Given records Block Start

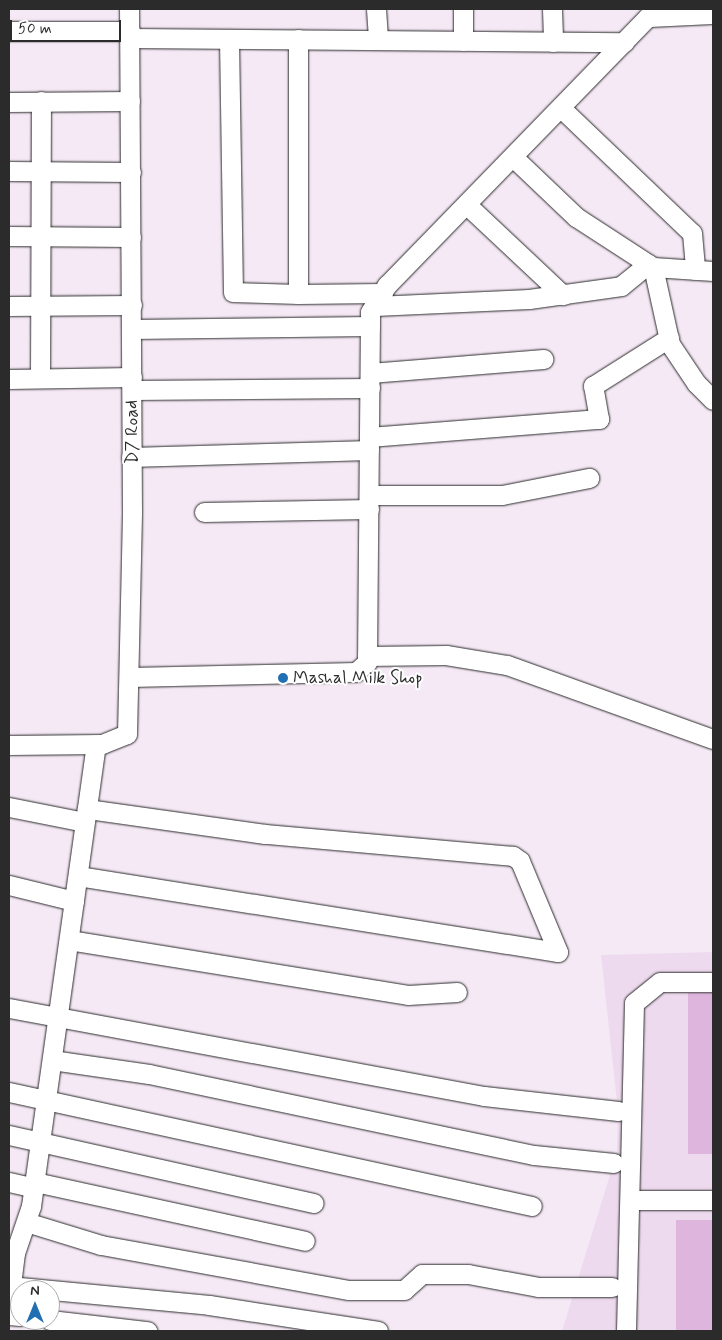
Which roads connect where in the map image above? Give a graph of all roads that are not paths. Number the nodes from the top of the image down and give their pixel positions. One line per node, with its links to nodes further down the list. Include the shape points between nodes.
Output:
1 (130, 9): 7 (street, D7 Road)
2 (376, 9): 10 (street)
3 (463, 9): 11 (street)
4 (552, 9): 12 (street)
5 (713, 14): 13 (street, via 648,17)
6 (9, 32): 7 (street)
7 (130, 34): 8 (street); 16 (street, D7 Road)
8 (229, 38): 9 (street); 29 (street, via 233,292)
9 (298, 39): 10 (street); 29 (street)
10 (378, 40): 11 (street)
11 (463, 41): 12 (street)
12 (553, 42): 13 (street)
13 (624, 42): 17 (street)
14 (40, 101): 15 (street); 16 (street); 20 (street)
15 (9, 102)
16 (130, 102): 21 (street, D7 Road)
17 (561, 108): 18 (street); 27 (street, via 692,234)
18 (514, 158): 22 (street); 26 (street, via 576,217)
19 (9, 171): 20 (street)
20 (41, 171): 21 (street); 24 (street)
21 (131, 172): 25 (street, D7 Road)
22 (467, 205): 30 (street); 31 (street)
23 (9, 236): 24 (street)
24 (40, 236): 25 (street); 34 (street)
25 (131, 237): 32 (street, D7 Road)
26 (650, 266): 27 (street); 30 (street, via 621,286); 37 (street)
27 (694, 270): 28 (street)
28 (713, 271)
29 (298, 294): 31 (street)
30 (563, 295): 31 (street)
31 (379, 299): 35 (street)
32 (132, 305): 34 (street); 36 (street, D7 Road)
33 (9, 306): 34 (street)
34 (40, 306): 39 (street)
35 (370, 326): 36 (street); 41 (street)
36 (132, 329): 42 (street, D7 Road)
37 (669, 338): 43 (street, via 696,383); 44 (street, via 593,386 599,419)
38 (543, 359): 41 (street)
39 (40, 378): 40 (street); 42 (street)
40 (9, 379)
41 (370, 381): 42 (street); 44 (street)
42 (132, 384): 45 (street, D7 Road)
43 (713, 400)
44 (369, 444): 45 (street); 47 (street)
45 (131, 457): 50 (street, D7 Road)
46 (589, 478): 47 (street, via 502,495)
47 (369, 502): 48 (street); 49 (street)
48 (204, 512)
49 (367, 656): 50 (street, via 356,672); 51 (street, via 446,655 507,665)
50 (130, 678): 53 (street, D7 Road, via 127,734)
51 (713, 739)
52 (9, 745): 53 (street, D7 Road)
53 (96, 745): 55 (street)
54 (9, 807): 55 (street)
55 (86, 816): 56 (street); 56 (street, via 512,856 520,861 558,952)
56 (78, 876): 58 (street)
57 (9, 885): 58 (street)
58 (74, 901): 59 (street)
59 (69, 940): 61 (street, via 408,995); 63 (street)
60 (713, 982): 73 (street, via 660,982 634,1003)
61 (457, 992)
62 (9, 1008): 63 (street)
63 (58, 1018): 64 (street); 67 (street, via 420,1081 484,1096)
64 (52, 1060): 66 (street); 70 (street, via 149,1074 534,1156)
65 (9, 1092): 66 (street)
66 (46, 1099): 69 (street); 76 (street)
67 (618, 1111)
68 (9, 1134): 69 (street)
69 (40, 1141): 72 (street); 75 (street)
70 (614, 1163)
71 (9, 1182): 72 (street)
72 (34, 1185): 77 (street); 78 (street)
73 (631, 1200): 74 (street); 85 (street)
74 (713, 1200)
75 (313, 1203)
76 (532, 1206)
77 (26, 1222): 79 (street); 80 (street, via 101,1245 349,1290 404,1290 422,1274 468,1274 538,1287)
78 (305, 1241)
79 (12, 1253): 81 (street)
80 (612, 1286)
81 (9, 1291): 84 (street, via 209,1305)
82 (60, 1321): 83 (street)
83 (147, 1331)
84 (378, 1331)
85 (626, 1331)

Given records Block End

Task item: Please give every line above again word for word, apart from the pictures.

Result of this exercise:
Which roads connect where in the map image above? Give a graph of all roads that are not paths. Number the nodes from the top of the image down and give their pixel positions. One line per node, with its links to nodes further down the list. Include the shape points between nodes.
Output:
1 (130, 9): 7 (street, D7 Road)
2 (376, 9): 10 (street)
3 (463, 9): 11 (street)
4 (552, 9): 12 (street)
5 (713, 14): 13 (street, via 648,17)
6 (9, 32): 7 (street)
7 (130, 34): 8 (street); 16 (street, D7 Road)
8 (229, 38): 9 (street); 29 (street, via 233,292)
9 (298, 39): 10 (street); 29 (street)
10 (378, 40): 11 (street)
11 (463, 41): 12 (street)
12 (553, 42): 13 (street)
13 (624, 42): 17 (street)
14 (40, 101): 15 (street); 16 (street); 20 (street)
15 (9, 102)
16 (130, 102): 21 (street, D7 Road)
17 (561, 108): 18 (street); 27 (street, via 692,234)
18 (514, 158): 22 (street); 26 (street, via 576,217)
19 (9, 171): 20 (street)
20 (41, 171): 21 (street); 24 (street)
21 (131, 172): 25 (street, D7 Road)
22 (467, 205): 30 (street); 31 (street)
23 (9, 236): 24 (street)
24 (40, 236): 25 (street); 34 (street)
25 (131, 237): 32 (street, D7 Road)
26 (650, 266): 27 (street); 30 (street, via 621,286); 37 (street)
27 (694, 270): 28 (street)
28 (713, 271)
29 (298, 294): 31 (street)
30 (563, 295): 31 (street)
31 (379, 299): 35 (street)
32 (132, 305): 34 (street); 36 (street, D7 Road)
33 (9, 306): 34 (street)
34 (40, 306): 39 (street)
35 (370, 326): 36 (street); 41 (street)
36 (132, 329): 42 (street, D7 Road)
37 (669, 338): 43 (street, via 696,383); 44 (street, via 593,386 599,419)
38 (543, 359): 41 (street)
39 (40, 378): 40 (street); 42 (street)
40 (9, 379)
41 (370, 381): 42 (street); 44 (street)
42 (132, 384): 45 (street, D7 Road)
43 (713, 400)
44 (369, 444): 45 (street); 47 (street)
45 (131, 457): 50 (street, D7 Road)
46 (589, 478): 47 (street, via 502,495)
47 (369, 502): 48 (street); 49 (street)
48 (204, 512)
49 (367, 656): 50 (street, via 356,672); 51 (street, via 446,655 507,665)
50 (130, 678): 53 (street, D7 Road, via 127,734)
51 (713, 739)
52 (9, 745): 53 (street, D7 Road)
53 (96, 745): 55 (street)
54 (9, 807): 55 (street)
55 (86, 816): 56 (street); 56 (street, via 512,856 520,861 558,952)
56 (78, 876): 58 (street)
57 (9, 885): 58 (street)
58 (74, 901): 59 (street)
59 (69, 940): 61 (street, via 408,995); 63 (street)
60 (713, 982): 73 (street, via 660,982 634,1003)
61 (457, 992)
62 (9, 1008): 63 (street)
63 (58, 1018): 64 (street); 67 (street, via 420,1081 484,1096)
64 (52, 1060): 66 (street); 70 (street, via 149,1074 534,1156)
65 (9, 1092): 66 (street)
66 (46, 1099): 69 (street); 76 (street)
67 (618, 1111)
68 (9, 1134): 69 (street)
69 (40, 1141): 72 (street); 75 (street)
70 (614, 1163)
71 (9, 1182): 72 (street)
72 (34, 1185): 77 (street); 78 (street)
73 (631, 1200): 74 (street); 85 (street)
74 (713, 1200)
75 (313, 1203)
76 (532, 1206)
77 (26, 1222): 79 (street); 80 (street, via 101,1245 349,1290 404,1290 422,1274 468,1274 538,1287)
78 (305, 1241)
79 (12, 1253): 81 (street)
80 (612, 1286)
81 (9, 1291): 84 (street, via 209,1305)
82 (60, 1321): 83 (street)
83 (147, 1331)
84 (378, 1331)
85 (626, 1331)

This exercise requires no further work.